WHAT YOU NEED TO DO:
Check every line of the entries for the string "numbered" and return the ones that contain it.

Start of RECORDS SHOWN

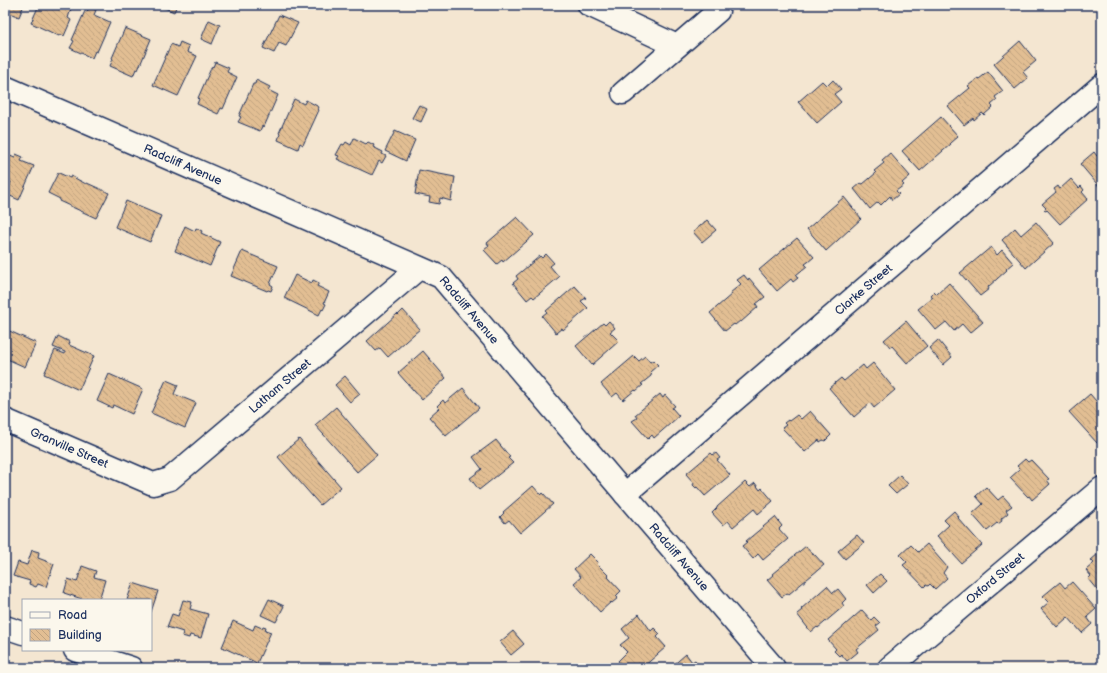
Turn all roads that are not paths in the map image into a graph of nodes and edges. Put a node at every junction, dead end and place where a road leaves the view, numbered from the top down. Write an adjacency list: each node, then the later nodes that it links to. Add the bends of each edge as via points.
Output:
1 (589, 5): 3 (street)
2 (718, 11): 3 (street)
3 (677, 46): 6 (street)
4 (1102, 85): 11 (street, Clarke Street)
5 (5, 87): 7 (street, Radcliff Avenue)
6 (623, 93)
7 (419, 268): 9 (street, Latham Street, via 170,478 153,484); 11 (street, Radcliff Avenue, via 441,277)
8 (5, 420): 9 (street, Granville Street)
9 (133, 476)
10 (1102, 488): 17 (street, Oxford Street)
11 (625, 494): 16 (street, Radcliff Avenue)
12 (5, 627): 13 (street)
13 (22, 633)
14 (78, 651): 15 (street)
15 (131, 668)
16 (774, 668)
17 (889, 668)

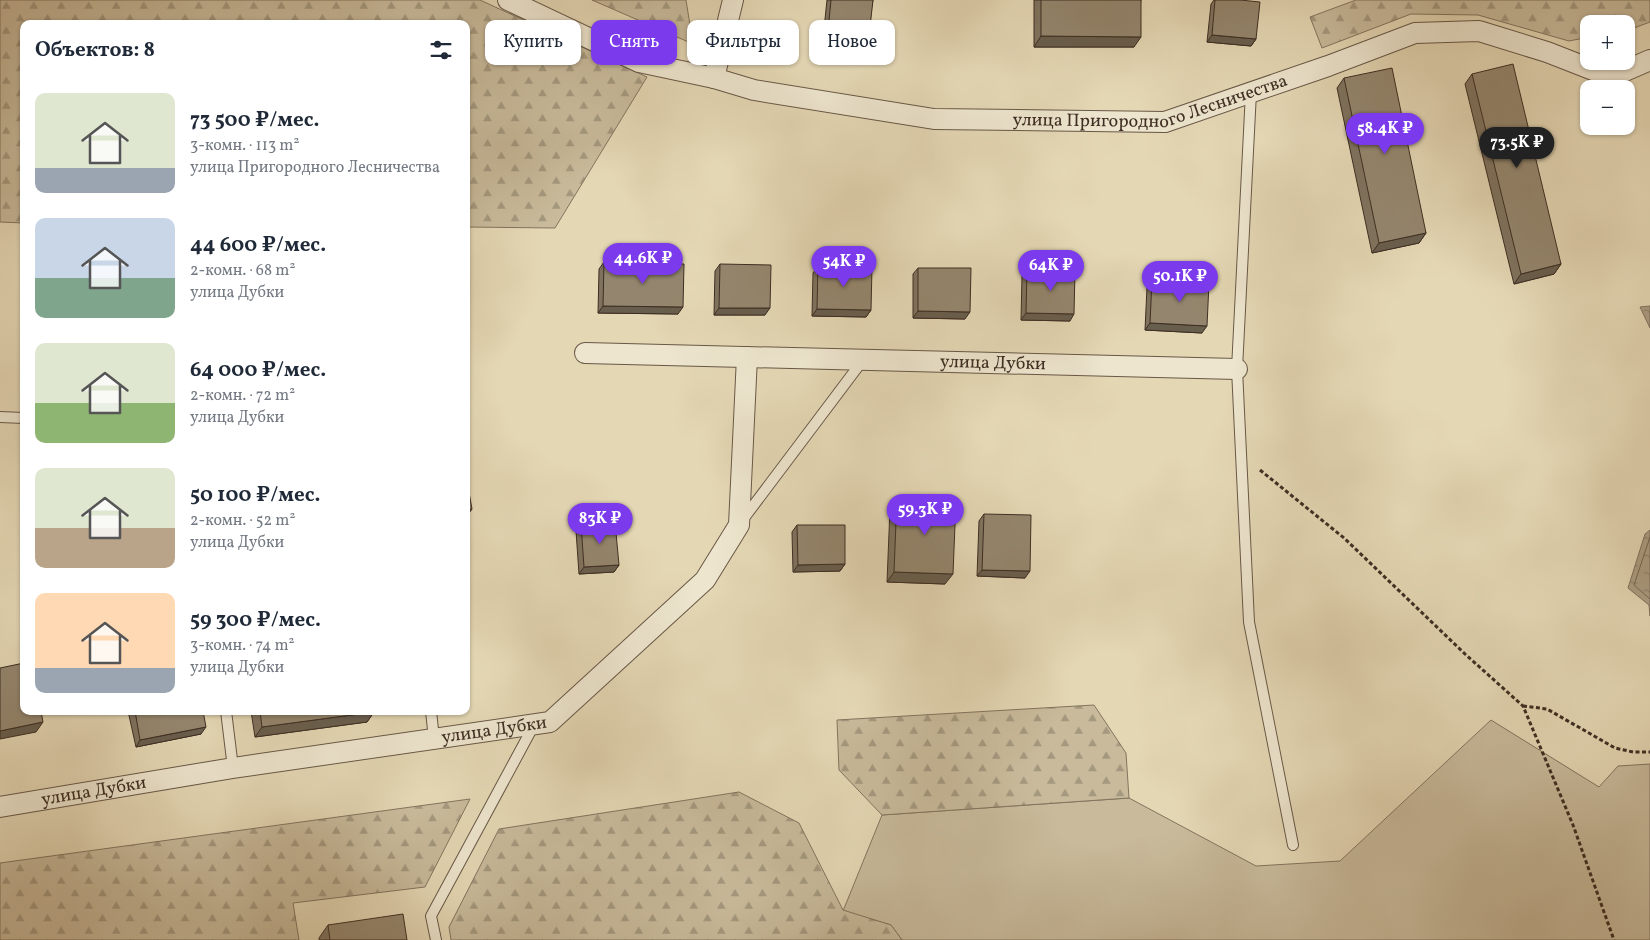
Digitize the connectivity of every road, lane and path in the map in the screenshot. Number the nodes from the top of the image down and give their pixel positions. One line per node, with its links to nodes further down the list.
1 (508, 0): 4 (street, улица Пригородного Лесничества)
2 (733, 0): 4 (street)
3 (1650, 60): 5 (street, улица Пригородного Лесничества)
4 (714, 78): 5 (street, улица Пригородного Лесничества)
5 (1251, 92): 9 (lane)
6 (586, 353): 7 (street, улица Дубки)
7 (747, 357): 8 (street, улица Дубки); 13 (street, улица Дубки)
8 (863, 360): 9 (street, улица Дубки); 13 (lane)
9 (1237, 369): 22 (lane)
10 (0, 418): 11 (lane)
11 (20, 418)
12 (1258, 468): 14 (path)
13 (739, 525): 17 (street, улица Дубки)
14 (1523, 706): 19 (path); 24 (path)
15 (226, 715): 20 (lane)
16 (431, 715): 18 (lane)
17 (534, 724): 18 (street, улица Дубки); 23 (lane)
18 (434, 739): 20 (street, улица Дубки)
19 (1650, 752)
20 (233, 768): 21 (street, улица Дубки)
21 (0, 807)
22 (1293, 845)
23 (436, 940)
24 (1614, 940)

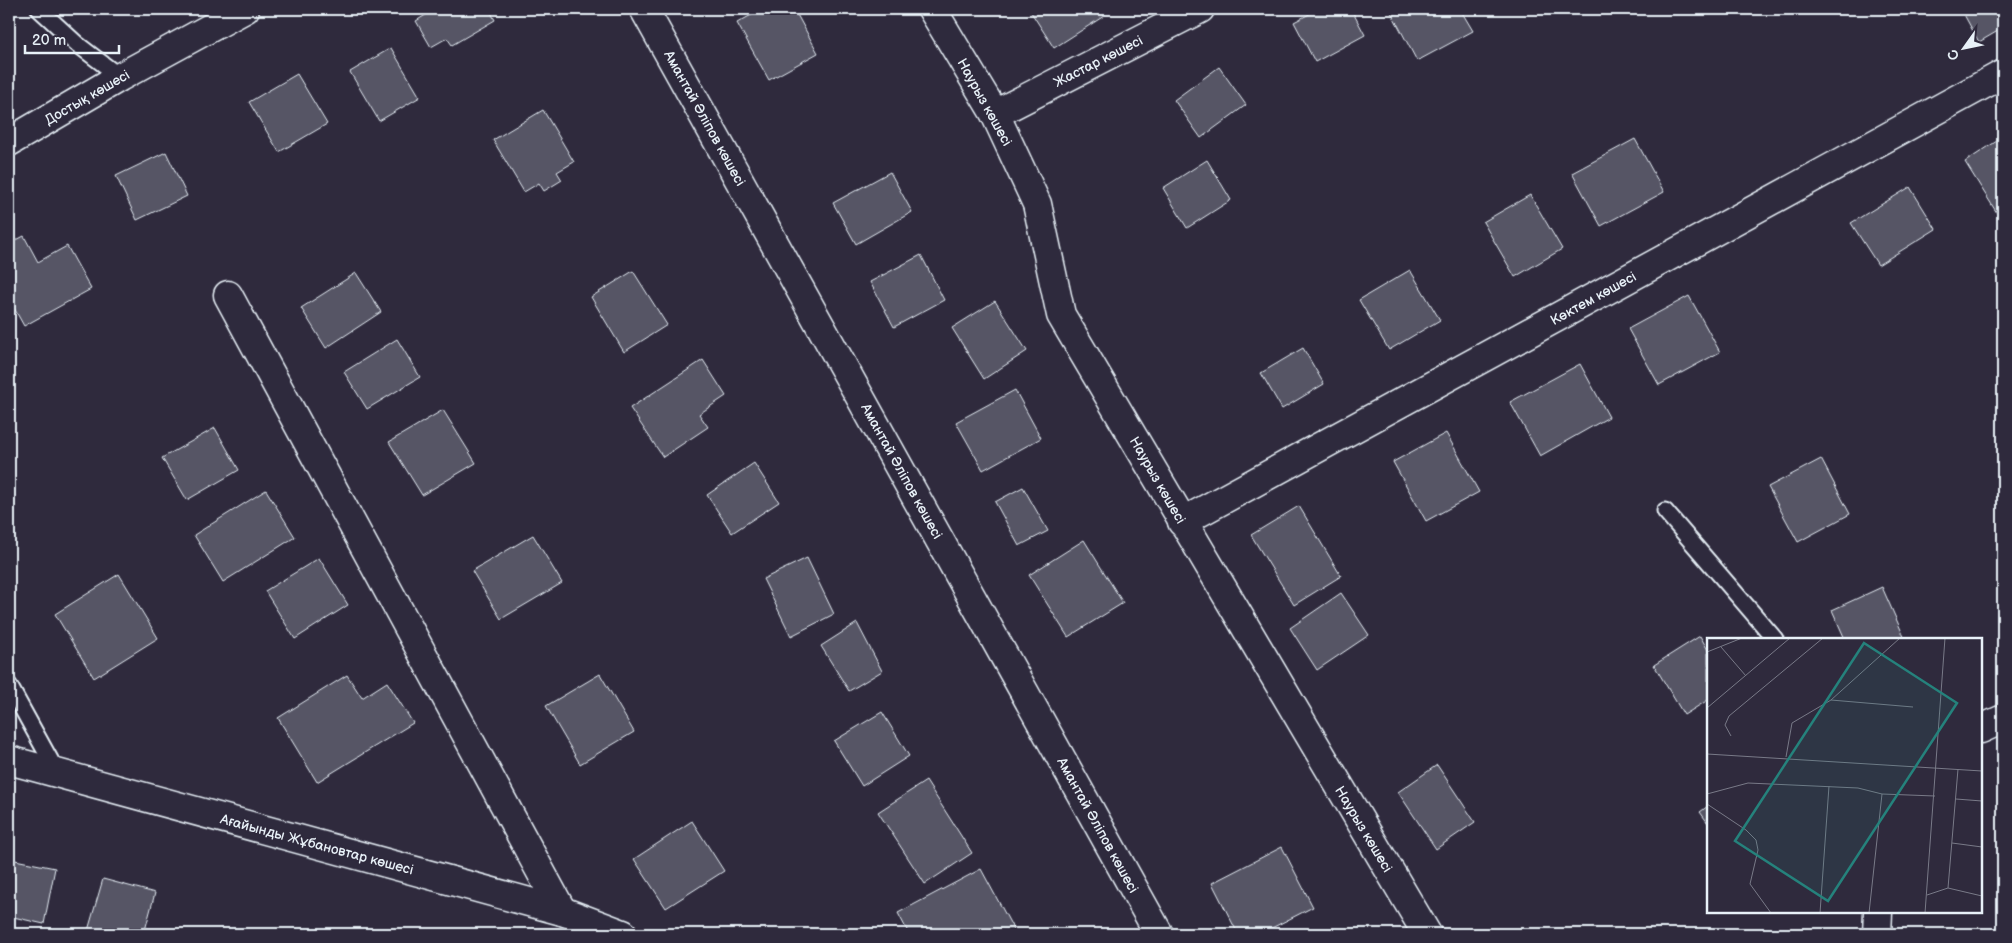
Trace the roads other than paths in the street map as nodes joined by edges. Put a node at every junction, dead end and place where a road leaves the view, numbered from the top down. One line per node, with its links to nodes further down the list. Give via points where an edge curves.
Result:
1 (39, 9): 7 (lane)
2 (245, 9): 7 (street, Достық көшесі)
3 (644, 9): 22 (street, Амантай Әліпов көшесі)
4 (932, 9): 8 (street, Наурыз көшесі)
5 (1200, 9): 8 (street, Жастар көшесі)
6 (2003, 74): 12 (street, Көктем көшесі)
7 (120, 78): 9 (street, Достық көшесі)
8 (995, 114): 12 (street, Наурыз көшесі, via 1037,204 1061,315)
9 (9, 142)
10 (228, 295): 19 (street)
11 (1666, 511): 13 (lane)
12 (1182, 522): 23 (street, Наурыз көшесі)
13 (1774, 638)
14 (9, 685): 18 (lane)
15 (2003, 719): 16 (street)
16 (1982, 729)
17 (9, 760): 18 (street, Ағайынды Жұбановтар көшесі)
18 (56, 772): 19 (street, Ағайынды Жұбановтар көшесі)
19 (562, 911): 21 (street, Ағайынды Жұбановтар көшесі)
20 (1878, 913): 24 (street)
21 (623, 934)
22 (1159, 934)
23 (1427, 934)
24 (1877, 934)

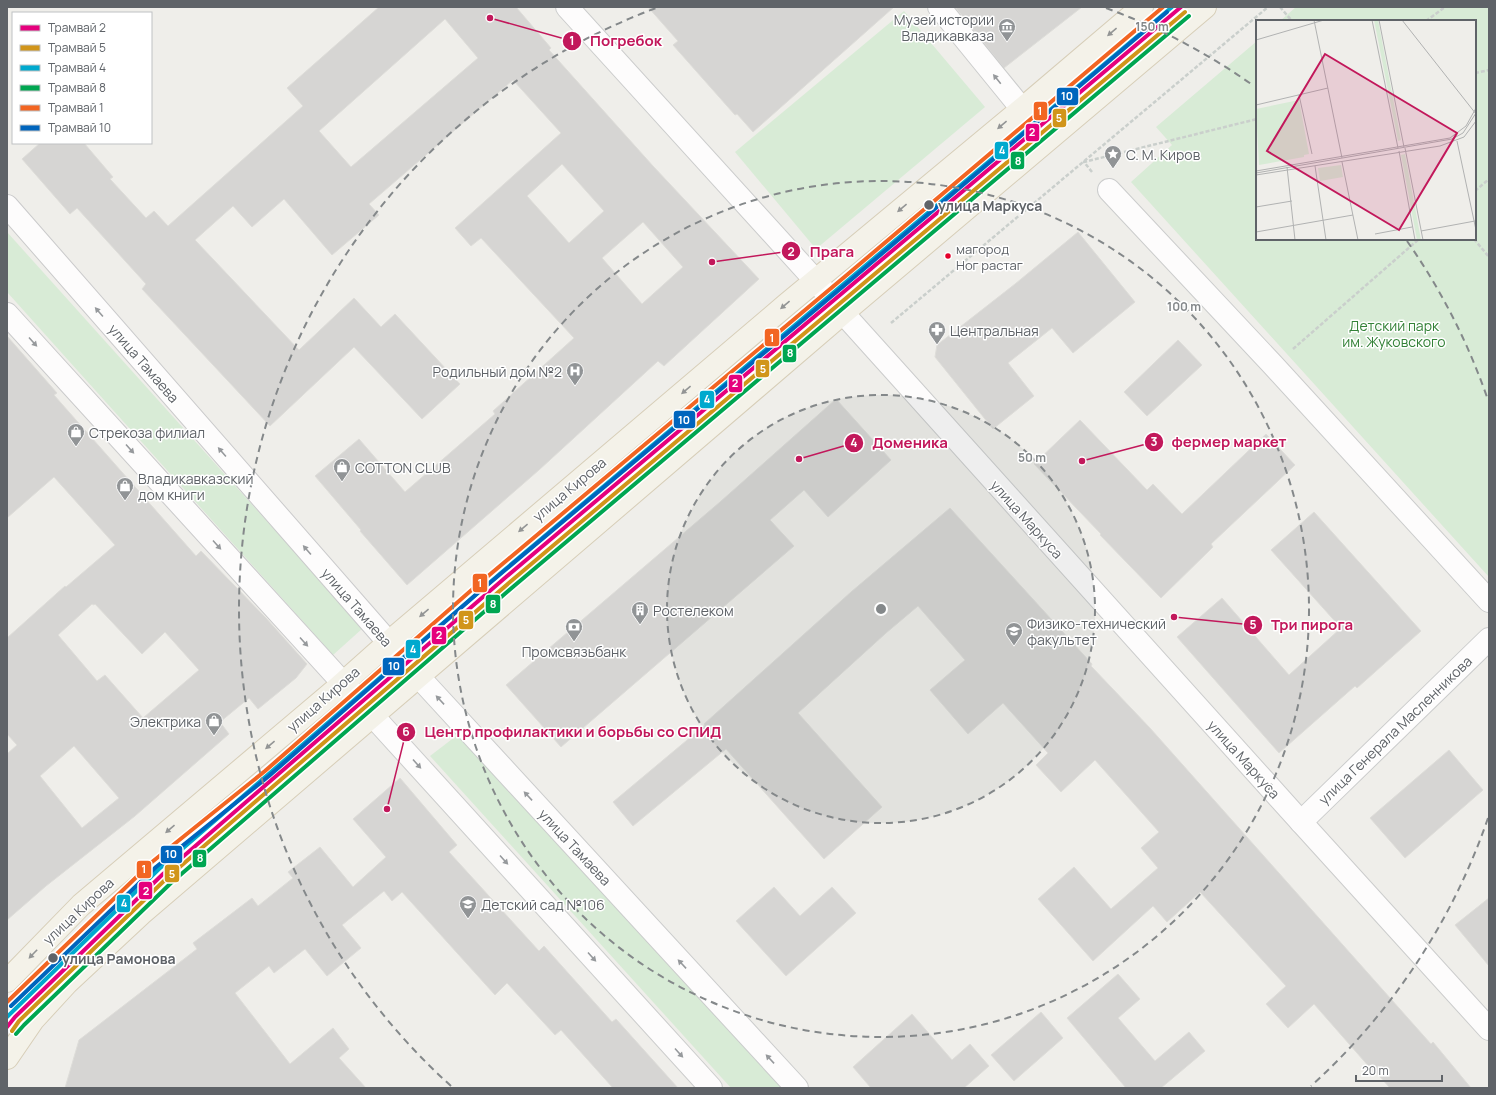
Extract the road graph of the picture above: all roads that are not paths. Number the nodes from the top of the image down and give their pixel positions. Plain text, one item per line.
1 (567, 7) edge
2 (939, 7) edge
3 (1142, 7) edge
4 (1205, 7) edge
5 (1022, 109) junction
6 (1109, 190) road end
7 (7, 206) edge
8 (815, 280) junction
9 (843, 313) junction
10 (7, 314) edge
11 (1489, 601) edge
12 (1489, 639) edge
13 (388, 643) junction
14 (418, 676) junction
15 (342, 683) junction
16 (372, 715) junction
17 (1301, 822) junction
18 (7, 981) edge
19 (1489, 1029) edge
20 (7, 1058) edge
21 (711, 1088) edge
22 (797, 1088) edge

1 - 8 street, улица Маркуса
5 -> 2 street
3 -> 5 main road, улица Кирова
4 - 9 main road
5 -> 8 main road, улица Кирова
6 - 11 street
13 -> 7 street, улица Тамаева
8 - 9 street, улица Маркуса
8 -> 13 main road, улица Кирова
9 - 14 main road
9 - 17 street, улица Маркуса
10 -> 15 street
12 - 17 street, улица Генерала Масленникова
13 - 14 street, улица Тамаева
13 - 15 main road, улица Кирова
14 - 16 main road
22 -> 14 street, улица Тамаева
15 - 16 street
15 -> 18 main road, улица Кирова
16 - 20 main road
16 -> 21 street
17 - 19 street, улица Маркуса

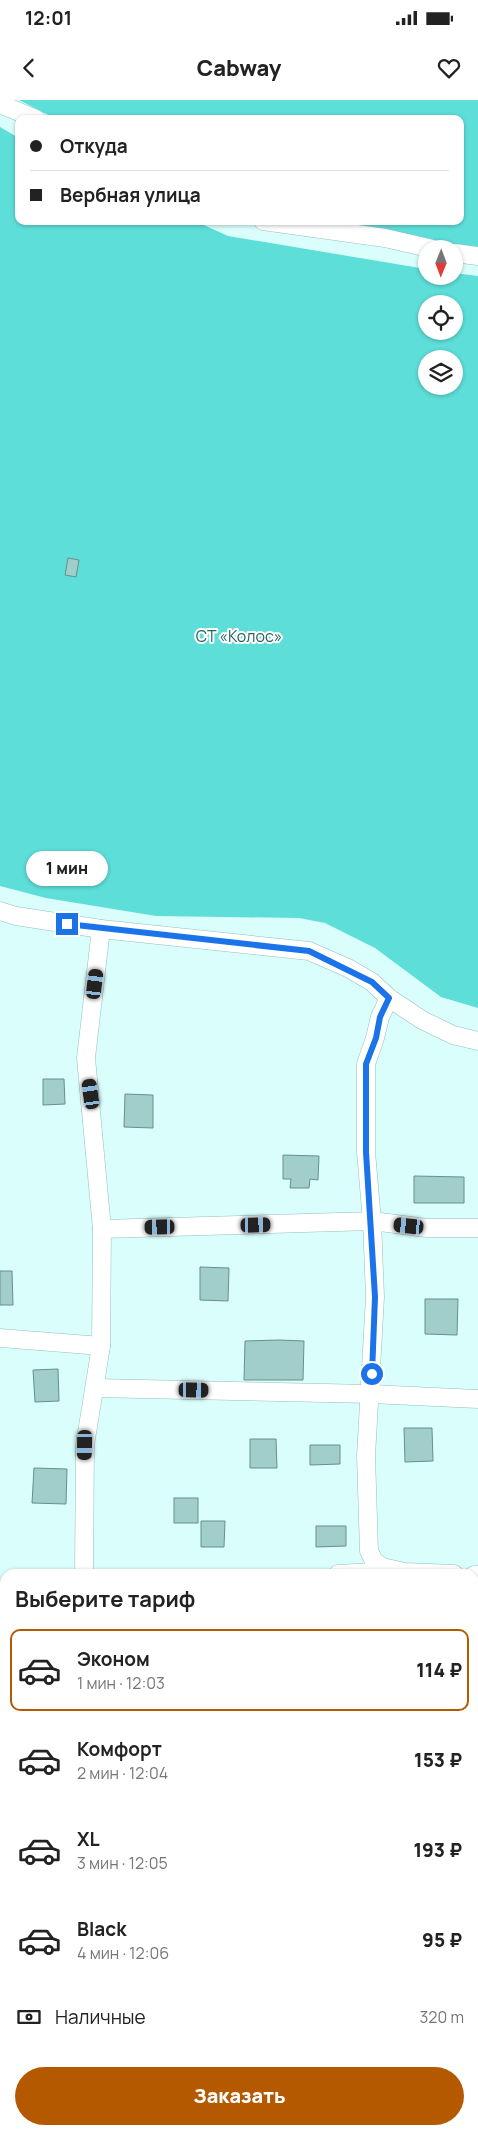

End of RECORDS SHOWN

RESULT FOR THIS TASK:
Turn all roads that are not paths in the map image into a graph of nodes and edges. Put a node at every junction, dead end and place where a road leaves the view, numbered from the top down. Write an adjacency list: each node, then the later nodes that it links to. Add the bends of each edge as via points.
Trace the roads other than paths in the street map as nodes joined by edges. Put a node at every junction, dead end and place where a road leaves the view, numbered from the top down. One line per node, with its links to nodes further down the list. Give via points where an edge curves.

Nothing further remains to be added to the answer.